Quo Vadis, Author?
I had a tough week. It was all accounting. All numbers all the time from Tuesday on. My verbal brain went comatose. I’m trying to wake her up now and she’s at least stretching despite the leg cramps for which I think we all should applaud the old girl. But writerly discipline demands that I write. Only what?
I cast my voice upon the waters and my friend the wine critic, Felicity Carter, answered. Why don’t you write about genteel Charleston’s scandalous past, she suggested. Start with that barely plastered over giant phallus on Nina Liu’s Gallery on State Street, the home of a brothel for much of the first half of the 20th century. Then follow up with that story of the brothel owned in the early part of the 19th by the daughter of a cantor of the local synagogue. And I thought, well, geez, those aren’t bad tips.
Nina’s a pillar of Charleston’s art establishment, whose three storey art gallery features an eclectic range of contemporary art works. The way she tells it, it’s always been full of eclectic collections. Like the prostitute who was heard screaming in the middle of the day sometime in the 1940s as a sailor hung her by her hair out the window.
Now admittedly, if you had to be hung by your hair out the window, State Street’s not a bad street to be dangling over. It’s one of Charleston’s most beautiful with courtyard gardens and wrought iron fences galore and two blocks from the ocean to boot. Unfortunately, it’s a tough story to write about, because I never really found out why the sailor was so displeased. And Google as I might, I couldn’t confirm the cantor’s daughter story except in my memory, always a shaky thing.
Despair ensued.
So I decided to do what writers always do –make it up. Ahem. Here goes: The sailor dangled the whore out the window by her hair because he found out she was his long lost mother and was enraged that she’d trashed the family honor.

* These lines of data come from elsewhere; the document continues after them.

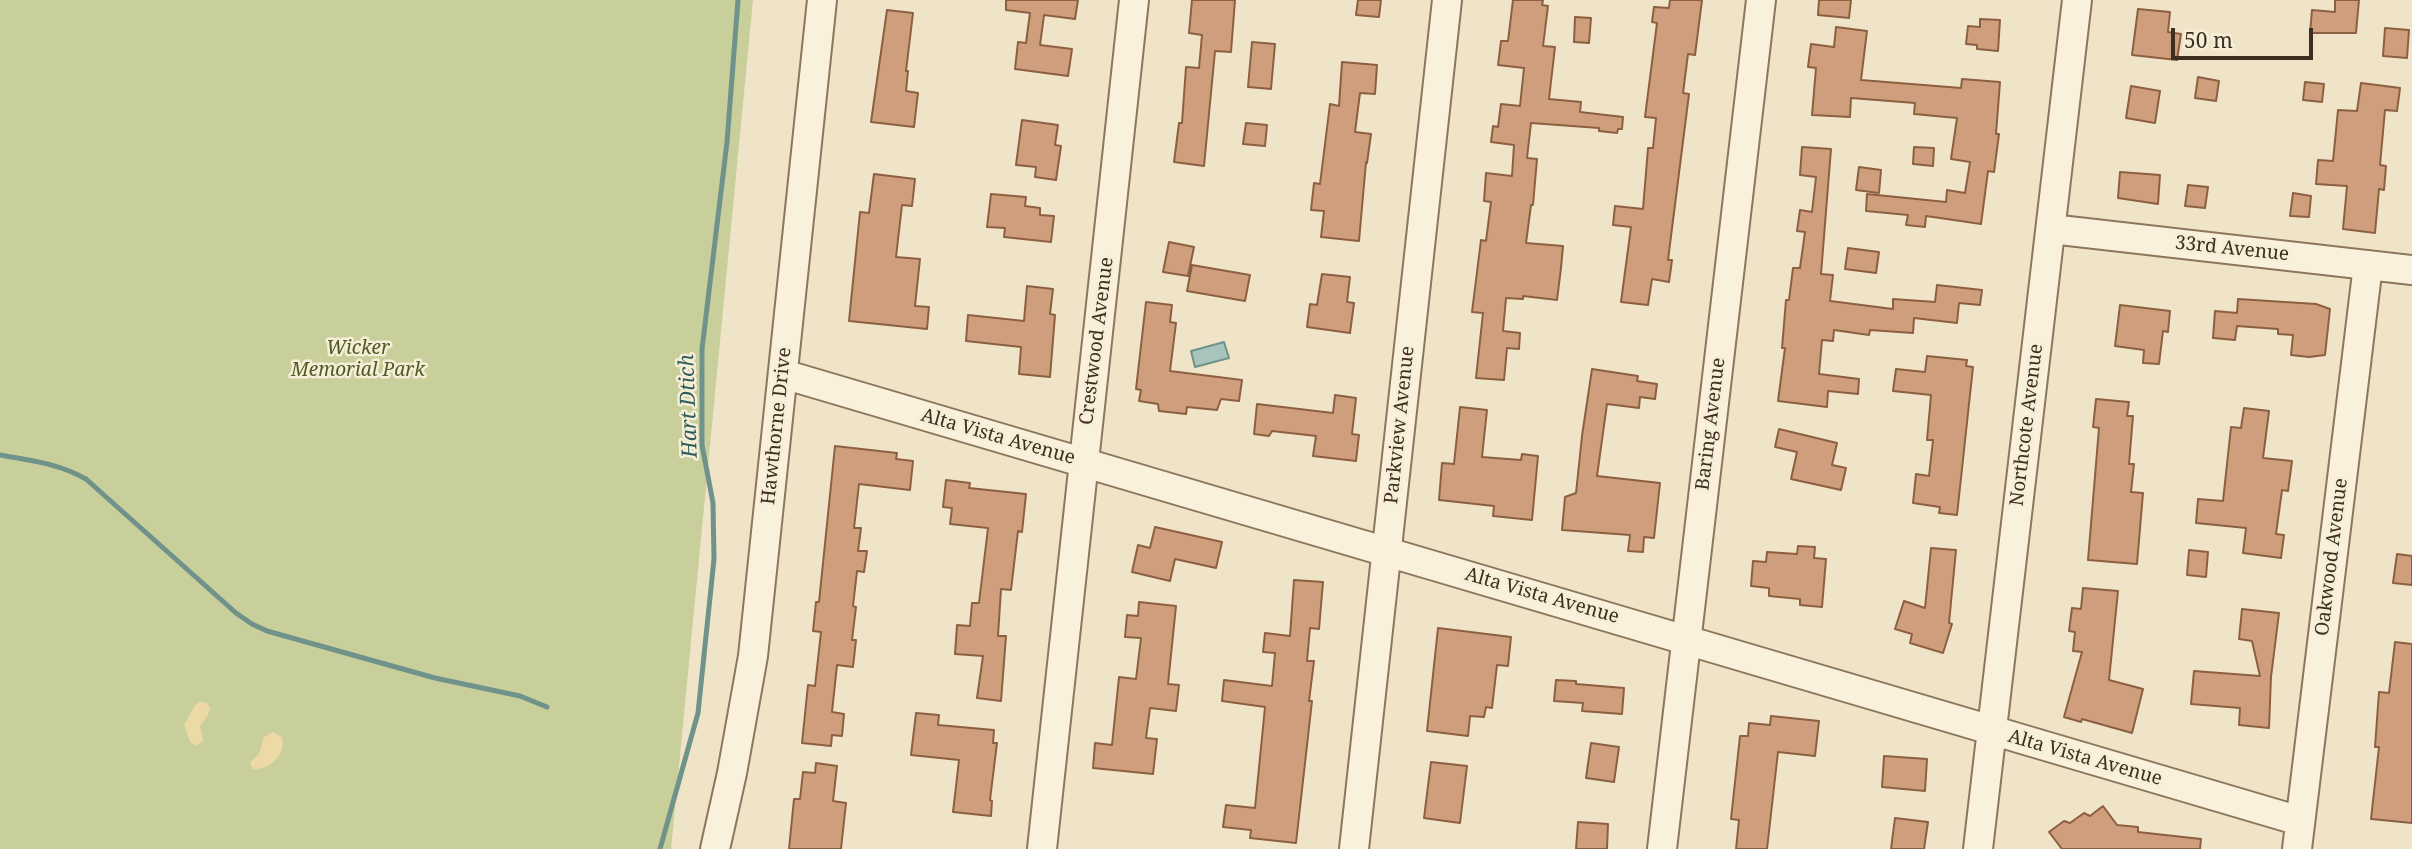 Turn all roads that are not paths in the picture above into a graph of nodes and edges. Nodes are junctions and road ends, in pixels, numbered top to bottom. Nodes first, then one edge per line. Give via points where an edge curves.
1 (822, 0) edge
2 (1134, 0) edge
3 (1447, 0) edge
4 (1761, 0) edge
5 (2077, 0) edge
6 (2051, 229) junction
7 (2368, 265) junction
8 (2412, 270) edge
9 (783, 374) junction
10 (1083, 462) junction
11 (1387, 551) junction
12 (1685, 638) junction
13 (1991, 730) junction
14 (2300, 821) junction
15 (715, 849) edge
16 (1042, 849) edge
17 (1354, 849) edge
18 (1662, 849) edge
19 (1978, 849) edge
20 (2297, 849) edge

1 - 9 street, Hawthorne Drive
2 - 10 street, Crestwood Avenue
3 - 11 street, Parkview Avenue
4 - 12 street, Baring Avenue
5 - 6 street, Northcote Avenue
6 - 7 street, 33rd Avenue
6 - 13 street, Northcote Avenue
7 - 8 street, 33rd Avenue
7 - 14 street, Oakwood Avenue
9 - 10 street, Alta Vista Avenue
9 - 15 street, Hawthorne Drive via 753,656
10 - 11 street, Alta Vista Avenue
10 - 16 street, Crestwood Avenue
11 - 12 street, Alta Vista Avenue
11 - 17 street, Parkview Avenue
12 - 13 street, Alta Vista Avenue
12 - 18 street, Baring Avenue
13 - 14 street, Alta Vista Avenue
13 - 19 street, Northcote Avenue
14 - 20 street, Oakwood Avenue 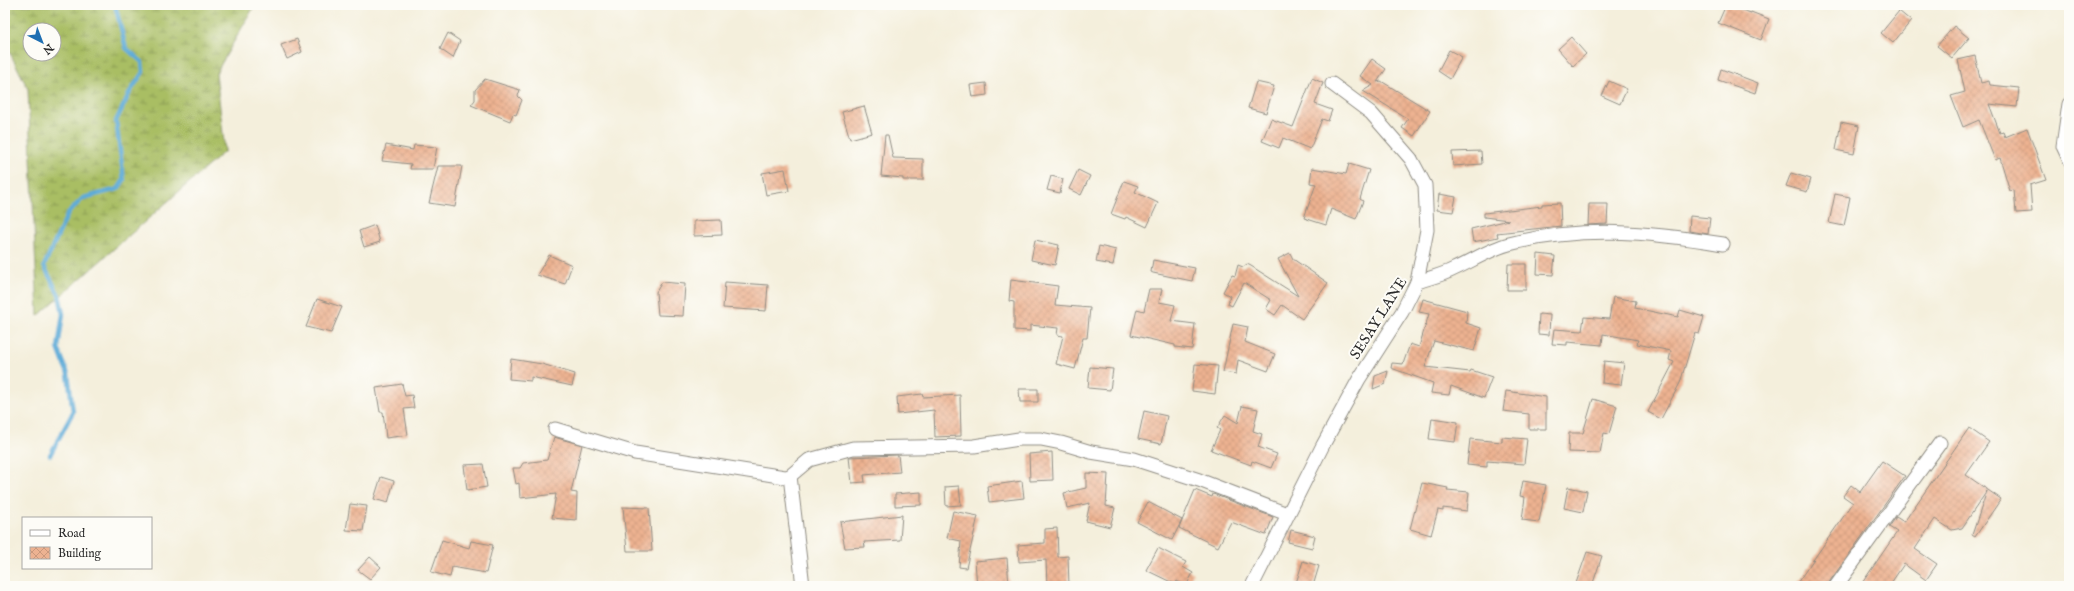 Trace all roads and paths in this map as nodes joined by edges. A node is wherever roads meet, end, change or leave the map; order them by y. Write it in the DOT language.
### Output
graph roads {
  1 [pos="1332,84"];
  2 [pos="2069,104"];
  3 [pos="2069,159"];
  4 [pos="1723,244"];
  5 [pos="1417,282"];
  6 [pos="556,429"];
  7 [pos="1940,444"];
  8 [pos="790,476"];
  9 [pos="1287,514"];
  10 [pos="803,586"];
  11 [pos="1252,586"];
  12 [pos="1836,586"];
  1 -- 5 [label="street"];
  2 -- 3 [label="street"];
  4 -- 5 [label="street, SESAY LANE"];
  5 -- 9 [label="street, SESAY LANE"];
  6 -- 8 [label="street"];
  7 -- 12 [label="street"];
  8 -- 9 [label="street"];
  8 -- 10 [label="street"];
  9 -- 11 [label="street, SESAY LANE"];
}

After I’d finished working out my non-existent history, I felt bad for a minute, thinking I should never fob my readers off with a fake story. Then I opened my PW Daily online and found an article by Laura Miller worth promoting. It’s about authors scamming social media by paying marketers to write false reviews. Apparently, such folk sabotage the honor, the decency of our anti-establishment People’s Internet, rendering the Internet review meaningless. Now, frankly, I thought this had already been accomplished by reviewers who give Jane Eyre one star and Angels and Demons five. My own view on the subject is one I got from bestselling author Lisa Alther, who told me that she never reads reviews because they reflect more about the reviewer than they do the work. But Ms Miller’s final paragraph captivated me. She cites Ewan Morrison in The Guardian:
(His) article is a lengthy and blistering indictment of the idea that authors, whether traditionally or self-published, can use social networking to sell their books. Maybe it worked once, he concedes, when the concept was new — say, two years ago — but by now the Kindle store alone has been flooded with 1.1 million new authors. The chance of making oneself heard over the Web-2.0 din is vanishingly slim, or just vanishing.
Eureka! I thought. If everything goes, including fraud, on the Internet, it doesn’t matter what I write today! I can write made-up history if I have to. What’s important is that I’m writing.